WHAT IS REQUIRED → Could you copy every line of the data that contains the word "edges"?

EXERCISE MATERIAL →
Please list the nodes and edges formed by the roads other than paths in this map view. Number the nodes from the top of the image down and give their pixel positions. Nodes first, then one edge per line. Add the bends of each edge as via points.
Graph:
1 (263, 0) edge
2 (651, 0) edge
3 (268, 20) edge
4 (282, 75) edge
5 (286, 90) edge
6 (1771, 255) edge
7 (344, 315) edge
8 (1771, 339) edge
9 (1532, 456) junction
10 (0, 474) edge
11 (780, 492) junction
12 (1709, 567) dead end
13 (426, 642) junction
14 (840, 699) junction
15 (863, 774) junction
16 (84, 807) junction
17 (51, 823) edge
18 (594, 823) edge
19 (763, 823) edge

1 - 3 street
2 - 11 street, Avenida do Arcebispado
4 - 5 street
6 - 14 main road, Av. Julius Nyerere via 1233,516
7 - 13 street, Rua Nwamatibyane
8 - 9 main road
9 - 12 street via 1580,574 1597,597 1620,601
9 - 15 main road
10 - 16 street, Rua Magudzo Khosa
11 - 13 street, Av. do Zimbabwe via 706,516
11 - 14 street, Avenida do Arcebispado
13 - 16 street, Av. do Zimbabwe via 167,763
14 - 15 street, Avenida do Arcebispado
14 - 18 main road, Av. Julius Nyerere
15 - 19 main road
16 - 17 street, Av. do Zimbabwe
* * *
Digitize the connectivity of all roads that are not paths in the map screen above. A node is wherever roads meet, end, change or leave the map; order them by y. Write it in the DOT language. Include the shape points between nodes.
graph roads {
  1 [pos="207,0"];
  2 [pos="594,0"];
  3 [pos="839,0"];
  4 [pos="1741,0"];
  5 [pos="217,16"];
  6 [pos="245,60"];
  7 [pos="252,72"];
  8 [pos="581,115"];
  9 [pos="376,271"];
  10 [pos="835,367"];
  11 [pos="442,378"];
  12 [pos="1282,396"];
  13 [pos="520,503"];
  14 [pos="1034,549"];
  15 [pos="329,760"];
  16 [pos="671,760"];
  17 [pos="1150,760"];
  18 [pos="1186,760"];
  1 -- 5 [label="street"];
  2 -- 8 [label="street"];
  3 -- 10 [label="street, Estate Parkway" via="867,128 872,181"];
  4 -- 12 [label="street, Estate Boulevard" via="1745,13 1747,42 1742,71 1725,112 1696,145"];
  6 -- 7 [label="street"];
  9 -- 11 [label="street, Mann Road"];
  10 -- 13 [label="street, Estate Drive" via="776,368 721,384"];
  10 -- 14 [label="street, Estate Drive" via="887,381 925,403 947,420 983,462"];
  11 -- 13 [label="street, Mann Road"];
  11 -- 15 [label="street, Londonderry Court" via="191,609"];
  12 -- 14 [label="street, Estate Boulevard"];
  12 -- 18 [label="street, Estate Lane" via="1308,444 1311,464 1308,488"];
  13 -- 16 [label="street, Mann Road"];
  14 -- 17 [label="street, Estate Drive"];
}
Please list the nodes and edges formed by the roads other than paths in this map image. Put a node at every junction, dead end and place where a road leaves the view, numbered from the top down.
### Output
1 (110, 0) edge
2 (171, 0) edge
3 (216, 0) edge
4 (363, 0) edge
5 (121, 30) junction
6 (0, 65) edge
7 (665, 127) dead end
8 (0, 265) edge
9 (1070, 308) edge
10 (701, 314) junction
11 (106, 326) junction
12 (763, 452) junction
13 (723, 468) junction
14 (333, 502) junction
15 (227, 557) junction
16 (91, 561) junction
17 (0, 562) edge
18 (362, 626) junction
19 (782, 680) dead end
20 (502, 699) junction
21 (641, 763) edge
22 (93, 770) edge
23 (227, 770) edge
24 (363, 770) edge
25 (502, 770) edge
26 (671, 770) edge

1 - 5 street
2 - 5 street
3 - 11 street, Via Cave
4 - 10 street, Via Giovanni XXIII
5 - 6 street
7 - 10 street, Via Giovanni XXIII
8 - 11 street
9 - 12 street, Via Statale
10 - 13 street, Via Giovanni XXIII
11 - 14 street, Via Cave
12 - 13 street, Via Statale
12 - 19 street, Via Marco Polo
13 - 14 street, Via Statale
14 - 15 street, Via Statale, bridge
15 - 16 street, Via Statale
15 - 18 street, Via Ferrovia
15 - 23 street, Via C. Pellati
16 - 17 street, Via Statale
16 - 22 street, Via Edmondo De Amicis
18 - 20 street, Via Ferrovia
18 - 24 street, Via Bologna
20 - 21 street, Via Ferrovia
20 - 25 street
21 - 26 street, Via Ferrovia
---
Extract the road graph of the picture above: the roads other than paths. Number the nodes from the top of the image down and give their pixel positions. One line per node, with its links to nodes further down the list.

SOLUTION TO THIS PROBLEM →
Please list the nodes and edges formed by the roads other than paths in this map view. Number the nodes from the top of the image down and give their pixel positions. Nodes first, then one edge per line. Add the bends of each edge as via points.
Please list the nodes and edges formed by the roads other than paths in this map image. Put a node at every junction, dead end and place where a road leaves the view, numbered from the top down.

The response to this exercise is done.